On the lowest level of aggregation, at each moment, this trend was even stronger. Homogeneous scales showed (relatively) better reliabilities ranging from .40 to .70. The moment-level reliabilities of the combined agency scale (.28 in S1, .38 in S2) and the two heterogeneous relationship satisfaction items in S1 (.36) were unsatisfactory. Hence, concerning reliability, the two-item relationship satisfaction scale from S2 (with items RS-1 and RS-3) seems preferable to the two-item scale from S1 (with items RS-3 and RS-4). Although the full three-item scale in S2 does not improve reliability compared to the two-item scale, it covers a broader content range and might have better validity. It might thus be preferred, depending on the research question (see Zygar-Hoffmann and Schönbrodt, 2020, for validity considerations associated with this item).
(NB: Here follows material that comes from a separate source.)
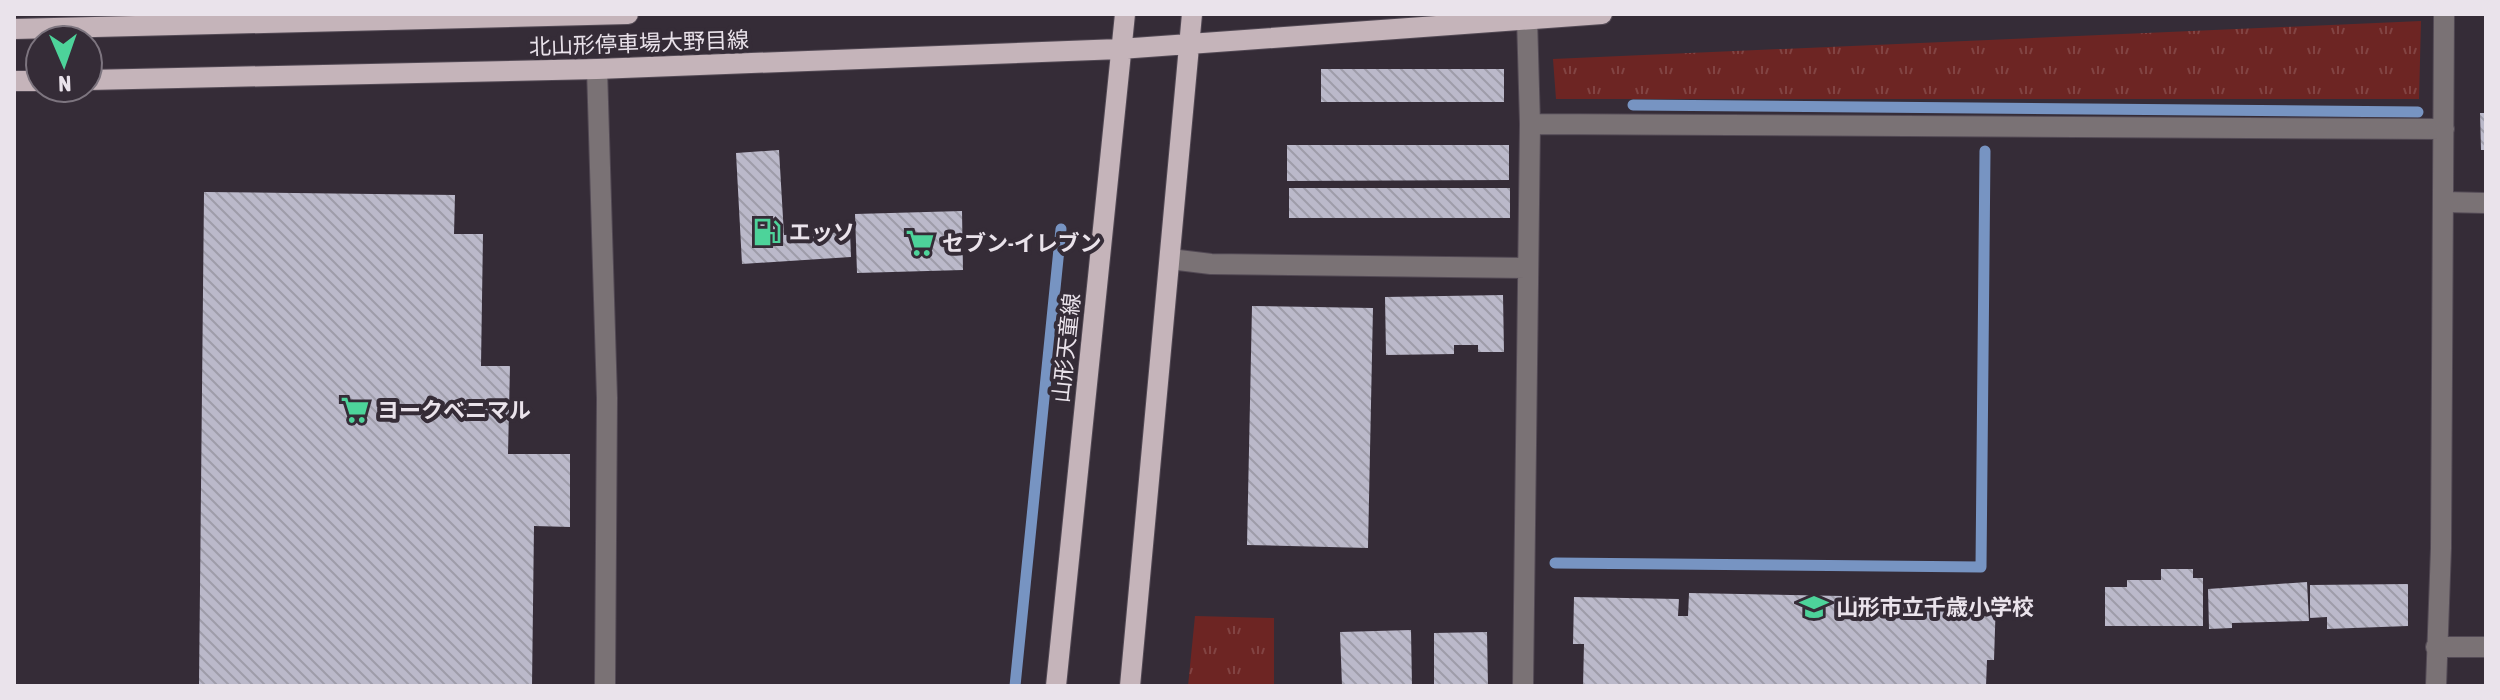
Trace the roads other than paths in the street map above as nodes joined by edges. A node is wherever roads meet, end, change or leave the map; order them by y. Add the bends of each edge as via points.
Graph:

Validity: Scale intercorrelations
The scale intercorrelations on the different temporal levels revealed some relevant insights into the underlying constructs. Generally, the correlation matrices were rather similar on all levels and did not show strong indicators of a Simpson’s paradox, where associations between variables are very different between aggregation levels or even flip their sign. However, there were two notable exceptions where the person level correlations differed from the day and moment level correlations.
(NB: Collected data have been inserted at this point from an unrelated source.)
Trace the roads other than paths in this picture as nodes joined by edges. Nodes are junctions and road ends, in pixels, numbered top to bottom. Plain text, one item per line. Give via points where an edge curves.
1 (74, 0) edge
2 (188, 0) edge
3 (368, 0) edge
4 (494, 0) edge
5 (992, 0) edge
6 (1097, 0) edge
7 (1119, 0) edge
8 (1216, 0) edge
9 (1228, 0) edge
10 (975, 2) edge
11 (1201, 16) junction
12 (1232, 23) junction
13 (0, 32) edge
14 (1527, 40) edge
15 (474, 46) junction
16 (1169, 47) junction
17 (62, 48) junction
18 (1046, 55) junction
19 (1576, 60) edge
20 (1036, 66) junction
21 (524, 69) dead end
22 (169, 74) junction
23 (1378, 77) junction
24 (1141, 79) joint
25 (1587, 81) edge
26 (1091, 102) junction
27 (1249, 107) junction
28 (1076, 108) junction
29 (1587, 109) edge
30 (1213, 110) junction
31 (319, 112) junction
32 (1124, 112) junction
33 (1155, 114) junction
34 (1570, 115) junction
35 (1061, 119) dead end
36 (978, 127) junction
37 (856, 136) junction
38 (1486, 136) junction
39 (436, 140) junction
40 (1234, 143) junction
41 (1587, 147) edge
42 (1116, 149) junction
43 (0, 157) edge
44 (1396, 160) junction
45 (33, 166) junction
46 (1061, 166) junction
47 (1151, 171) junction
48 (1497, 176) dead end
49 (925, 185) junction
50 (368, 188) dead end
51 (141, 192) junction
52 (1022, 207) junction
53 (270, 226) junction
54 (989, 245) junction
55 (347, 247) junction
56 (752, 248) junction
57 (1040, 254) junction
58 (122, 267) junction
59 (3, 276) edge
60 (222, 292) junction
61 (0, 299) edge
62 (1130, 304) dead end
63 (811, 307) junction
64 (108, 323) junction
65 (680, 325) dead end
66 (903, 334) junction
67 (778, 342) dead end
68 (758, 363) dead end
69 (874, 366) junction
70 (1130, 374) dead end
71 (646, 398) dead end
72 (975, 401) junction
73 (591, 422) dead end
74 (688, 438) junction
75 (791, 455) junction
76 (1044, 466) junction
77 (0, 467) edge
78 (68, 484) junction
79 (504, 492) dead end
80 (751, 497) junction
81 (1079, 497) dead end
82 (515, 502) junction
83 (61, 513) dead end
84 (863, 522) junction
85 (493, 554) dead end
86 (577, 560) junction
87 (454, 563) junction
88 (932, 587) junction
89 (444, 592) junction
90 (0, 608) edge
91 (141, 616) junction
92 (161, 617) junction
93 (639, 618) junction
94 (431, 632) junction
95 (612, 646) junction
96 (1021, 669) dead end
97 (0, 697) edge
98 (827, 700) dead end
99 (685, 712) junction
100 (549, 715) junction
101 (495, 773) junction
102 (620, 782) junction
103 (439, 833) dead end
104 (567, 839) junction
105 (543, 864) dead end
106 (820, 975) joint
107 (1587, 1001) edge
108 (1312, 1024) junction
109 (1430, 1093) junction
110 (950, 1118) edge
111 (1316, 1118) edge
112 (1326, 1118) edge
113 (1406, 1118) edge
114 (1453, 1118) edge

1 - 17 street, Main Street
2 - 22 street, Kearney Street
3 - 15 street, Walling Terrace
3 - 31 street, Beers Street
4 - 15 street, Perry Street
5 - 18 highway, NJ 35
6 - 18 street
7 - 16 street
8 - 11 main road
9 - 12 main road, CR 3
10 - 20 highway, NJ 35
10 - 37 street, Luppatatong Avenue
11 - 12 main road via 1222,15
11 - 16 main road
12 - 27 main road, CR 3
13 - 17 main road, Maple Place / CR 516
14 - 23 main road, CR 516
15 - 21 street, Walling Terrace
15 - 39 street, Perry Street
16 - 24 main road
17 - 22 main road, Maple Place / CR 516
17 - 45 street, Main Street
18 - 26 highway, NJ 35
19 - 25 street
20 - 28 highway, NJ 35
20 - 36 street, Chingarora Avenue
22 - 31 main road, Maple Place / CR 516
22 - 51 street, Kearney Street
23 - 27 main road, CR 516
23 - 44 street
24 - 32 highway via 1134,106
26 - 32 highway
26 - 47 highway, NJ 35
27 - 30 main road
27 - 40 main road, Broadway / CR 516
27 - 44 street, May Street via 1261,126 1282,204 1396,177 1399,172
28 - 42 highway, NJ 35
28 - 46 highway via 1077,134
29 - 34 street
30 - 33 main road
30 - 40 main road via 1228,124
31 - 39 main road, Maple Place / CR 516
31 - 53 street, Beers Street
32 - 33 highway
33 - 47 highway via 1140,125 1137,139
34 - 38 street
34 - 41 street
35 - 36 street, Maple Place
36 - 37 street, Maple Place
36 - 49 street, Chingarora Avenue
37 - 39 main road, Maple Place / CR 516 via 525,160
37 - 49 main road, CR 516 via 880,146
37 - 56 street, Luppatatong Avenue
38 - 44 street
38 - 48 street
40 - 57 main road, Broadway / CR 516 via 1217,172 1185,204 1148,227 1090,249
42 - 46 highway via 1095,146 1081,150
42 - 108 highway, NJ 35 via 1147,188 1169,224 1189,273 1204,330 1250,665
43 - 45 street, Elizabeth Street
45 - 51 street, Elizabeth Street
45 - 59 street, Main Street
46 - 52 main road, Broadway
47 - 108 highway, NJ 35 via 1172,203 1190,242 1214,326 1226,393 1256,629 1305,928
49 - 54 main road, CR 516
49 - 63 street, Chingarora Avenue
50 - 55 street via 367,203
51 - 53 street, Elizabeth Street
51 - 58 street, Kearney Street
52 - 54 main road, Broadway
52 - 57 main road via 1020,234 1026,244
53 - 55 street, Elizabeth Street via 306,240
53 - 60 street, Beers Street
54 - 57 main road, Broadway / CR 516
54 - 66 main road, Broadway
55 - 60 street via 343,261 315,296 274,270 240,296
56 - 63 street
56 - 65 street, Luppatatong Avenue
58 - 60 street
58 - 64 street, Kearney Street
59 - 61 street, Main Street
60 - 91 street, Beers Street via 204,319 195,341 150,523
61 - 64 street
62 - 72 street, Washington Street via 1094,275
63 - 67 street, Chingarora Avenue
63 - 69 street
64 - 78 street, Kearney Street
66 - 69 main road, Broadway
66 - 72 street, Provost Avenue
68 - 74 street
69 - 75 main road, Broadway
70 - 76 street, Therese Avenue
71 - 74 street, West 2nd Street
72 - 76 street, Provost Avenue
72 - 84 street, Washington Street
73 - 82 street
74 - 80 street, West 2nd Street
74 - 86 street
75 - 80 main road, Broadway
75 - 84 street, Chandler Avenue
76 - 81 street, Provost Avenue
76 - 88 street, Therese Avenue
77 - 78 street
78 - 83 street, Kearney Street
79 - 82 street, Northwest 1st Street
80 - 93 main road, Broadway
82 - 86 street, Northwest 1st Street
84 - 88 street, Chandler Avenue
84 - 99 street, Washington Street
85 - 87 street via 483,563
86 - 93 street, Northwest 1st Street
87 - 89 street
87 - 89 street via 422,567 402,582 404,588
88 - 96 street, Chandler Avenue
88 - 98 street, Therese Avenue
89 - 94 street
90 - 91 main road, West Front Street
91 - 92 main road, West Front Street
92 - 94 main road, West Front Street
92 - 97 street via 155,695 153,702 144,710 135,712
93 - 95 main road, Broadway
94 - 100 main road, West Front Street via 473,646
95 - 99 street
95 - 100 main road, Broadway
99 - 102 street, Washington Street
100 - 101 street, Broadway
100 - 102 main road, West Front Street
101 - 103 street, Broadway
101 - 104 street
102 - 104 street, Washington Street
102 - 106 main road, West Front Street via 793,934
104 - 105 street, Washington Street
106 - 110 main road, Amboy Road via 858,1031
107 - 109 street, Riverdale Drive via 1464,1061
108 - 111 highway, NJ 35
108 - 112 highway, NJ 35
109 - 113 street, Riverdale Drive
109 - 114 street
First, the independence and power motivation scales showed a positive correlation around .32 on the between-person level. Persons who generally had more independence motivation also generally had more power motivation, which can be interpreted that these scales are two facets of the overarching agency motive factor, which represents “a superordinate need to feel as a capable, self-reliant individual” (Hagemeyer & Neyer, 2012, p. 3). Within person, however, they were independent with correlations close to zero: On moments or days where persons experienced a strong motivation for independence, they did not necessarily experience a concurrent motivation for power. A theoretically consistent interpretation would be that independence and power are different implementation styles of enacting agency in relationships. Although they do not go together at each moment in time, both are different (and to some extent exchangeable) ways to express a superordinate need for agency.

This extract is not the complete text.